How to complete this task
Report, as a bare number, how many lines of the entries below contain "lane".

Data for analysis
****************

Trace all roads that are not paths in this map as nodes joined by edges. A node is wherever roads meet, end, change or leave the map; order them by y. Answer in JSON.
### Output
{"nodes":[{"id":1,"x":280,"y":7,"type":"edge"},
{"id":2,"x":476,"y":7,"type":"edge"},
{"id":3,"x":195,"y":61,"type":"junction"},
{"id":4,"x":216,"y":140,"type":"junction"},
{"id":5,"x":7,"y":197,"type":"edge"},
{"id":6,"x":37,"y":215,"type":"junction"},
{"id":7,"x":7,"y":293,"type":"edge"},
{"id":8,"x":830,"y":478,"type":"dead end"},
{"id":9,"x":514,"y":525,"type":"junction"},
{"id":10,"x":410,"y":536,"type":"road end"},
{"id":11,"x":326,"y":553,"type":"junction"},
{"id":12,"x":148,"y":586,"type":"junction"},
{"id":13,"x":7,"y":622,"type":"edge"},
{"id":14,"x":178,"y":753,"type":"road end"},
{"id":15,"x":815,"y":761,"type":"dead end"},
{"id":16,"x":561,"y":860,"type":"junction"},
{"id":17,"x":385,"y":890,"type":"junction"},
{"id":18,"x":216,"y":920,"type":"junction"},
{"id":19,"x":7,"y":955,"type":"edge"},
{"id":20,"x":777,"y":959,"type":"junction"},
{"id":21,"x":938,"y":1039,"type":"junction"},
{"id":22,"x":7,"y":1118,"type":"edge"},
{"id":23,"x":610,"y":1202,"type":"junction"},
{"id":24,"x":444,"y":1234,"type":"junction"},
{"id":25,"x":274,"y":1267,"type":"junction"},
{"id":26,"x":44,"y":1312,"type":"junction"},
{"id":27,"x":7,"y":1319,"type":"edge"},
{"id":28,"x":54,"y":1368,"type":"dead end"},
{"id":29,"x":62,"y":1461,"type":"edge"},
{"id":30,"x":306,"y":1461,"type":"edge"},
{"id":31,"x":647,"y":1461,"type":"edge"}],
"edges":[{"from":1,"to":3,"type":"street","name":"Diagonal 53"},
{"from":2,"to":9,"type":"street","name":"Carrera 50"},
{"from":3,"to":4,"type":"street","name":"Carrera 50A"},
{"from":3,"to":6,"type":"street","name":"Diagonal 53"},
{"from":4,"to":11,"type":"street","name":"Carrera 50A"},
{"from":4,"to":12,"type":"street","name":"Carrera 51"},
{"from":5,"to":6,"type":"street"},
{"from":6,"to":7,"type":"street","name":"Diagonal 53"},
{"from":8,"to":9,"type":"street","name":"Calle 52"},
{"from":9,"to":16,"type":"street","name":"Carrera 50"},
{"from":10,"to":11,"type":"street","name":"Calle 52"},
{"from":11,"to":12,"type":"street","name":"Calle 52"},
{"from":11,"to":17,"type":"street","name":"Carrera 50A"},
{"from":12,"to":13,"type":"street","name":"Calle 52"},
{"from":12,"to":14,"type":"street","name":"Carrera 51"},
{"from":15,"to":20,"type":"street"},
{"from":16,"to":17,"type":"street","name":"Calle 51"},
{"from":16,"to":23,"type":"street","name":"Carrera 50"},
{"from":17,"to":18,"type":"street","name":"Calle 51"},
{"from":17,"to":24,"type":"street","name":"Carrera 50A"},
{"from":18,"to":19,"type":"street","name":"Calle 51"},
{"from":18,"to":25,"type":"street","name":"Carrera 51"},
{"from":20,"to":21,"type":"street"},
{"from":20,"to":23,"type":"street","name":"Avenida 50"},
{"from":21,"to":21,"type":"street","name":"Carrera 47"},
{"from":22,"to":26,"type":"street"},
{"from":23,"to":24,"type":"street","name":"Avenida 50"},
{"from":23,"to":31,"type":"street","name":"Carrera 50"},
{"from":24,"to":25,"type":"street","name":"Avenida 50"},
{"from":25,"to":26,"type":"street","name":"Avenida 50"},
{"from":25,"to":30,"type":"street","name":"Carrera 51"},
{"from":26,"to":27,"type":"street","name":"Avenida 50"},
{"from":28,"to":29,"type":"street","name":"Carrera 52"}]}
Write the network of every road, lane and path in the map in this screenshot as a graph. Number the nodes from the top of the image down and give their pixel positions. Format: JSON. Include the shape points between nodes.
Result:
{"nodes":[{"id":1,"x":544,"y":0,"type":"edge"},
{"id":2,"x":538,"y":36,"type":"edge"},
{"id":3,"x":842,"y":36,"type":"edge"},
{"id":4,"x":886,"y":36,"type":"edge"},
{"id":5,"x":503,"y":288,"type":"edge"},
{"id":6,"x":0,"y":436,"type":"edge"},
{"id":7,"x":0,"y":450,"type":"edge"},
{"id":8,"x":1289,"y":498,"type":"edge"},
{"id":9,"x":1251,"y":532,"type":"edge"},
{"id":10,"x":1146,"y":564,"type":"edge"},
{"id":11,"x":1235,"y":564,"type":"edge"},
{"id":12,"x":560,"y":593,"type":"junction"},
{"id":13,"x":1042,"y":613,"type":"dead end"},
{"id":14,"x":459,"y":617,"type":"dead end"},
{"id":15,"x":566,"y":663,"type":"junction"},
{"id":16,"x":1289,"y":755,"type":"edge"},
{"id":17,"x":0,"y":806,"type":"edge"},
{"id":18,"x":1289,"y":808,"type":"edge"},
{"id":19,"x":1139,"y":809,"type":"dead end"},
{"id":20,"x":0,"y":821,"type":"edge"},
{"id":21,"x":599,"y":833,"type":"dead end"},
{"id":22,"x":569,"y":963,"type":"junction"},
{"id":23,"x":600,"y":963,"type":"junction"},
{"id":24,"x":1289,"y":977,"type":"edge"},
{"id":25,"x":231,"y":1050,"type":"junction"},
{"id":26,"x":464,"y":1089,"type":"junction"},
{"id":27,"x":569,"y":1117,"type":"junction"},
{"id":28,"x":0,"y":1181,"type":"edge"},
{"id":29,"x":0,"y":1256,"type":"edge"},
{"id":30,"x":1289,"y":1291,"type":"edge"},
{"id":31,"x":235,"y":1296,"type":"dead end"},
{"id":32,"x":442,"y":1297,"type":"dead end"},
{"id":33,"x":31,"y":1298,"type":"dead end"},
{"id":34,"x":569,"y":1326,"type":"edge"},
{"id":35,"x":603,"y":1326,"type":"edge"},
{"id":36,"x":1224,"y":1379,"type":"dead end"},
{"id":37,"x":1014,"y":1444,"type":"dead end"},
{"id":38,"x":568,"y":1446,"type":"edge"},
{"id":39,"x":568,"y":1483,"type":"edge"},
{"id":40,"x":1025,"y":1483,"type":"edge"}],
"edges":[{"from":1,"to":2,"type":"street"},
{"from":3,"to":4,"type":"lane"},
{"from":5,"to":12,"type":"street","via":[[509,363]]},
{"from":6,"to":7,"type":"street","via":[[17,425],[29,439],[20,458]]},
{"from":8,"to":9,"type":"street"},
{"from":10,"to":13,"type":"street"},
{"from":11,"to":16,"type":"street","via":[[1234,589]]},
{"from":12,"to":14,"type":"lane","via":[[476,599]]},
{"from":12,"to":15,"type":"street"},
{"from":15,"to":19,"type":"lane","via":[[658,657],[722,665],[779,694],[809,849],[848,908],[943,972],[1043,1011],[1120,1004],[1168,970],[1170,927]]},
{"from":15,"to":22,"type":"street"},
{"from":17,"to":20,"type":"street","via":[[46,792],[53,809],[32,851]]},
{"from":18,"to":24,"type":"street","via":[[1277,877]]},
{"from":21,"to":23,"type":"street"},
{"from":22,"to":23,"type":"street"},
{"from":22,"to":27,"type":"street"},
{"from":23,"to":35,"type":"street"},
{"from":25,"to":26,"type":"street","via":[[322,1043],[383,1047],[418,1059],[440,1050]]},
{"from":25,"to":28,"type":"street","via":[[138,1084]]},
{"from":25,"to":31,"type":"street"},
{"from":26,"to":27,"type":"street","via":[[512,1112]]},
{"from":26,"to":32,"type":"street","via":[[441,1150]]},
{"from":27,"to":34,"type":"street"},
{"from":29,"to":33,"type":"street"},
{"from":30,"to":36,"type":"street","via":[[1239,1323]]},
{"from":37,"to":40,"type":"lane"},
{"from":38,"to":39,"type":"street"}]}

****************

Response area
5